• [EXERCISE REQUIREMENTS] All of the entries below are to be copied word for word.
==============================
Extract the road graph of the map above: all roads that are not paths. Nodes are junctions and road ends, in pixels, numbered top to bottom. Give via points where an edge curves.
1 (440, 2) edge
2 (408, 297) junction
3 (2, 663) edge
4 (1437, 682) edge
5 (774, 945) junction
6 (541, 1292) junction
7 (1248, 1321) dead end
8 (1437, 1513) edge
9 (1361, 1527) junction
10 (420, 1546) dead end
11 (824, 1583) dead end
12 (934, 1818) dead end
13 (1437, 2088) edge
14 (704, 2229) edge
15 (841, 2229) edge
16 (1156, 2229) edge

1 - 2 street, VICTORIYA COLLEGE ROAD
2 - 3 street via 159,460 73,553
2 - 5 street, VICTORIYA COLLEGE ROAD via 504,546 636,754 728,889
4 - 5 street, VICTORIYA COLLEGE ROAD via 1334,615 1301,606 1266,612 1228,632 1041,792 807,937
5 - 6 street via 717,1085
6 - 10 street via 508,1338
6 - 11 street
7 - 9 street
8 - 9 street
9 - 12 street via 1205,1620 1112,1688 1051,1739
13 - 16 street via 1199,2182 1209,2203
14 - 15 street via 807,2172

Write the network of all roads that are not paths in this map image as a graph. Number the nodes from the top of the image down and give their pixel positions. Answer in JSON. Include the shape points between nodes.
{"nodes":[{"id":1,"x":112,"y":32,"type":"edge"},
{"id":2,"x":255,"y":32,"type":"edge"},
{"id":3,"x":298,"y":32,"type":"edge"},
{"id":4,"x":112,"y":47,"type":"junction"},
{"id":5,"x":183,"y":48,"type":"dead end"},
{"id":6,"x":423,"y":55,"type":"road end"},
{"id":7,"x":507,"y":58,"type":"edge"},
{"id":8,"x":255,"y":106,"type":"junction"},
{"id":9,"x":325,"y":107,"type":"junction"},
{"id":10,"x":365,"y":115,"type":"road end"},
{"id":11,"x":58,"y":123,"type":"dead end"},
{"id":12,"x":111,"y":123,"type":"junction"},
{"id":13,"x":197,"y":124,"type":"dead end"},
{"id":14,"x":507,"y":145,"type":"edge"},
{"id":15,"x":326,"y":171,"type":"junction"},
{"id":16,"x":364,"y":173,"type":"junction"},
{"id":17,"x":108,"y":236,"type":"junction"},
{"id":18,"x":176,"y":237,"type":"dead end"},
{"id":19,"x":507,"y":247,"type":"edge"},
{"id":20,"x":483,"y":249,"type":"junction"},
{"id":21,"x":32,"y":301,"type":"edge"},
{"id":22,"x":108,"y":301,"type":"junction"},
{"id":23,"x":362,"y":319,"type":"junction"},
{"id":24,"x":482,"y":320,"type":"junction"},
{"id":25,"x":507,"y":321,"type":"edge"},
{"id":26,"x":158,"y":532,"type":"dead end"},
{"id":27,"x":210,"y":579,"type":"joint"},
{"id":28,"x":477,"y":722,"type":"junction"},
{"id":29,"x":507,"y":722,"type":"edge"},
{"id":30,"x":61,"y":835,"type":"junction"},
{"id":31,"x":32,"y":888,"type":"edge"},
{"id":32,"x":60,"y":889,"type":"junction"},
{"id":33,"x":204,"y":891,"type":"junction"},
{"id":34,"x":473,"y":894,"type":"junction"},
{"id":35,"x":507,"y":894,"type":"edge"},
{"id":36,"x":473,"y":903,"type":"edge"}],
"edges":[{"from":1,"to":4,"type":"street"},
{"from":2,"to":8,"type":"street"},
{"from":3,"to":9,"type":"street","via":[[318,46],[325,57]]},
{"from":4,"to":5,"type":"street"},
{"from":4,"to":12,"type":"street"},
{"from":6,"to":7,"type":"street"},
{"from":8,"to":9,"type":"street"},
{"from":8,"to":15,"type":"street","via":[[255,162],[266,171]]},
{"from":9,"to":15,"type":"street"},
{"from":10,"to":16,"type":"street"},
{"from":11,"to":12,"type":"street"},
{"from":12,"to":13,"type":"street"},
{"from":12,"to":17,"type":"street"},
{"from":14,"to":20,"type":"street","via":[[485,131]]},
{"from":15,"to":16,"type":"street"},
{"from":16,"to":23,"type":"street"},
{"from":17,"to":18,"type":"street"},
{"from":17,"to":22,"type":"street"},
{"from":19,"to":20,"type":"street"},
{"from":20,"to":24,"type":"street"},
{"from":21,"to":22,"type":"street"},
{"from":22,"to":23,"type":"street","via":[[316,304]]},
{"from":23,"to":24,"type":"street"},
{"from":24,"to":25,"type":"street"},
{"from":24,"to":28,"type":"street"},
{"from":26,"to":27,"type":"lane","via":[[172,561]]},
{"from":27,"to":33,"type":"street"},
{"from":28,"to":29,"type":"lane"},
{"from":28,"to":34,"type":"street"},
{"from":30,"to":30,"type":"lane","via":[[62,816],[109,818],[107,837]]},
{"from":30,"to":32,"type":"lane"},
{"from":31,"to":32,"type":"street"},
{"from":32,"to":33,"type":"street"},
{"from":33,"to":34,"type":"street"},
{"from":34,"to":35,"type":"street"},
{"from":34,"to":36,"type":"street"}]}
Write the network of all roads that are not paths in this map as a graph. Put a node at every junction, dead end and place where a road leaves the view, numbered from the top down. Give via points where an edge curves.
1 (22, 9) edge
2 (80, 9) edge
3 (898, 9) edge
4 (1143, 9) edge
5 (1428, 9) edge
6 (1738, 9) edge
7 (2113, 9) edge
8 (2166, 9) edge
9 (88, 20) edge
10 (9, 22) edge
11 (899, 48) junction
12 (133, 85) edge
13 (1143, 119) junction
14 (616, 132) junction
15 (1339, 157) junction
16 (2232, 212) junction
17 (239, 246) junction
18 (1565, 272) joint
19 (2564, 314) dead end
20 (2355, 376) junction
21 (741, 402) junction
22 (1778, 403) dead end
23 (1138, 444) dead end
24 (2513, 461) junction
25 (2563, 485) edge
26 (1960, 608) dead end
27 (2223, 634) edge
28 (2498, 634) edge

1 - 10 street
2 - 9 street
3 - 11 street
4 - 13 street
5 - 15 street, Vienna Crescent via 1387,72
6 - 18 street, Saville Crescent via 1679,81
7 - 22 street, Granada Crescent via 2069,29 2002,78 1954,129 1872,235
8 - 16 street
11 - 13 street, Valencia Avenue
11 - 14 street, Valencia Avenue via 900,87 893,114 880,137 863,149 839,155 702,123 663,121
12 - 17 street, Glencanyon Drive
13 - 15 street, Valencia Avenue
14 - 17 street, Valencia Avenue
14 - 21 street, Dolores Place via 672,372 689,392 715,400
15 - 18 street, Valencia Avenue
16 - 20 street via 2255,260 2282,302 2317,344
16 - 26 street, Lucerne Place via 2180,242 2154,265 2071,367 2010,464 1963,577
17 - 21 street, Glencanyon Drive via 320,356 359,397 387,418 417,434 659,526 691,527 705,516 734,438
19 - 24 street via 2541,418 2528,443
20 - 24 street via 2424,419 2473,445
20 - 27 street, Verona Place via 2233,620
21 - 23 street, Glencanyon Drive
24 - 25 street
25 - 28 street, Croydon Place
==============================
• [ANSWER BOX]
Extract the road graph of the map above: all roads that are not paths. Nodes are junctions and road ends, in pixels, numbered top to bottom. Give via points where an edge curves.
1 (440, 2) edge
2 (408, 297) junction
3 (2, 663) edge
4 (1437, 682) edge
5 (774, 945) junction
6 (541, 1292) junction
7 (1248, 1321) dead end
8 (1437, 1513) edge
9 (1361, 1527) junction
10 (420, 1546) dead end
11 (824, 1583) dead end
12 (934, 1818) dead end
13 (1437, 2088) edge
14 (704, 2229) edge
15 (841, 2229) edge
16 (1156, 2229) edge

1 - 2 street, VICTORIYA COLLEGE ROAD
2 - 3 street via 159,460 73,553
2 - 5 street, VICTORIYA COLLEGE ROAD via 504,546 636,754 728,889
4 - 5 street, VICTORIYA COLLEGE ROAD via 1334,615 1301,606 1266,612 1228,632 1041,792 807,937
5 - 6 street via 717,1085
6 - 10 street via 508,1338
6 - 11 street
7 - 9 street
8 - 9 street
9 - 12 street via 1205,1620 1112,1688 1051,1739
13 - 16 street via 1199,2182 1209,2203
14 - 15 street via 807,2172

Write the network of all roads that are not paths in this map image as a graph. Number the nodes from the top of the image down and give their pixel positions. Answer in JSON. Include the shape points between nodes.
{"nodes":[{"id":1,"x":112,"y":32,"type":"edge"},
{"id":2,"x":255,"y":32,"type":"edge"},
{"id":3,"x":298,"y":32,"type":"edge"},
{"id":4,"x":112,"y":47,"type":"junction"},
{"id":5,"x":183,"y":48,"type":"dead end"},
{"id":6,"x":423,"y":55,"type":"road end"},
{"id":7,"x":507,"y":58,"type":"edge"},
{"id":8,"x":255,"y":106,"type":"junction"},
{"id":9,"x":325,"y":107,"type":"junction"},
{"id":10,"x":365,"y":115,"type":"road end"},
{"id":11,"x":58,"y":123,"type":"dead end"},
{"id":12,"x":111,"y":123,"type":"junction"},
{"id":13,"x":197,"y":124,"type":"dead end"},
{"id":14,"x":507,"y":145,"type":"edge"},
{"id":15,"x":326,"y":171,"type":"junction"},
{"id":16,"x":364,"y":173,"type":"junction"},
{"id":17,"x":108,"y":236,"type":"junction"},
{"id":18,"x":176,"y":237,"type":"dead end"},
{"id":19,"x":507,"y":247,"type":"edge"},
{"id":20,"x":483,"y":249,"type":"junction"},
{"id":21,"x":32,"y":301,"type":"edge"},
{"id":22,"x":108,"y":301,"type":"junction"},
{"id":23,"x":362,"y":319,"type":"junction"},
{"id":24,"x":482,"y":320,"type":"junction"},
{"id":25,"x":507,"y":321,"type":"edge"},
{"id":26,"x":158,"y":532,"type":"dead end"},
{"id":27,"x":210,"y":579,"type":"joint"},
{"id":28,"x":477,"y":722,"type":"junction"},
{"id":29,"x":507,"y":722,"type":"edge"},
{"id":30,"x":61,"y":835,"type":"junction"},
{"id":31,"x":32,"y":888,"type":"edge"},
{"id":32,"x":60,"y":889,"type":"junction"},
{"id":33,"x":204,"y":891,"type":"junction"},
{"id":34,"x":473,"y":894,"type":"junction"},
{"id":35,"x":507,"y":894,"type":"edge"},
{"id":36,"x":473,"y":903,"type":"edge"}],
"edges":[{"from":1,"to":4,"type":"street"},
{"from":2,"to":8,"type":"street"},
{"from":3,"to":9,"type":"street","via":[[318,46],[325,57]]},
{"from":4,"to":5,"type":"street"},
{"from":4,"to":12,"type":"street"},
{"from":6,"to":7,"type":"street"},
{"from":8,"to":9,"type":"street"},
{"from":8,"to":15,"type":"street","via":[[255,162],[266,171]]},
{"from":9,"to":15,"type":"street"},
{"from":10,"to":16,"type":"street"},
{"from":11,"to":12,"type":"street"},
{"from":12,"to":13,"type":"street"},
{"from":12,"to":17,"type":"street"},
{"from":14,"to":20,"type":"street","via":[[485,131]]},
{"from":15,"to":16,"type":"street"},
{"from":16,"to":23,"type":"street"},
{"from":17,"to":18,"type":"street"},
{"from":17,"to":22,"type":"street"},
{"from":19,"to":20,"type":"street"},
{"from":20,"to":24,"type":"street"},
{"from":21,"to":22,"type":"street"},
{"from":22,"to":23,"type":"street","via":[[316,304]]},
{"from":23,"to":24,"type":"street"},
{"from":24,"to":25,"type":"street"},
{"from":24,"to":28,"type":"street"},
{"from":26,"to":27,"type":"lane","via":[[172,561]]},
{"from":27,"to":33,"type":"street"},
{"from":28,"to":29,"type":"lane"},
{"from":28,"to":34,"type":"street"},
{"from":30,"to":30,"type":"lane","via":[[62,816],[109,818],[107,837]]},
{"from":30,"to":32,"type":"lane"},
{"from":31,"to":32,"type":"street"},
{"from":32,"to":33,"type":"street"},
{"from":33,"to":34,"type":"street"},
{"from":34,"to":35,"type":"street"},
{"from":34,"to":36,"type":"street"}]}
Write the network of all roads that are not paths in this map as a graph. Put a node at every junction, dead end and place where a road leaves the view, numbered from the top down. Give via points where an edge curves.
1 (22, 9) edge
2 (80, 9) edge
3 (898, 9) edge
4 (1143, 9) edge
5 (1428, 9) edge
6 (1738, 9) edge
7 (2113, 9) edge
8 (2166, 9) edge
9 (88, 20) edge
10 (9, 22) edge
11 (899, 48) junction
12 (133, 85) edge
13 (1143, 119) junction
14 (616, 132) junction
15 (1339, 157) junction
16 (2232, 212) junction
17 (239, 246) junction
18 (1565, 272) joint
19 (2564, 314) dead end
20 (2355, 376) junction
21 (741, 402) junction
22 (1778, 403) dead end
23 (1138, 444) dead end
24 (2513, 461) junction
25 (2563, 485) edge
26 (1960, 608) dead end
27 (2223, 634) edge
28 (2498, 634) edge

1 - 10 street
2 - 9 street
3 - 11 street
4 - 13 street
5 - 15 street, Vienna Crescent via 1387,72
6 - 18 street, Saville Crescent via 1679,81
7 - 22 street, Granada Crescent via 2069,29 2002,78 1954,129 1872,235
8 - 16 street
11 - 13 street, Valencia Avenue
11 - 14 street, Valencia Avenue via 900,87 893,114 880,137 863,149 839,155 702,123 663,121
12 - 17 street, Glencanyon Drive
13 - 15 street, Valencia Avenue
14 - 17 street, Valencia Avenue
14 - 21 street, Dolores Place via 672,372 689,392 715,400
15 - 18 street, Valencia Avenue
16 - 20 street via 2255,260 2282,302 2317,344
16 - 26 street, Lucerne Place via 2180,242 2154,265 2071,367 2010,464 1963,577
17 - 21 street, Glencanyon Drive via 320,356 359,397 387,418 417,434 659,526 691,527 705,516 734,438
19 - 24 street via 2541,418 2528,443
20 - 24 street via 2424,419 2473,445
20 - 27 street, Verona Place via 2233,620
21 - 23 street, Glencanyon Drive
24 - 25 street
25 - 28 street, Croydon Place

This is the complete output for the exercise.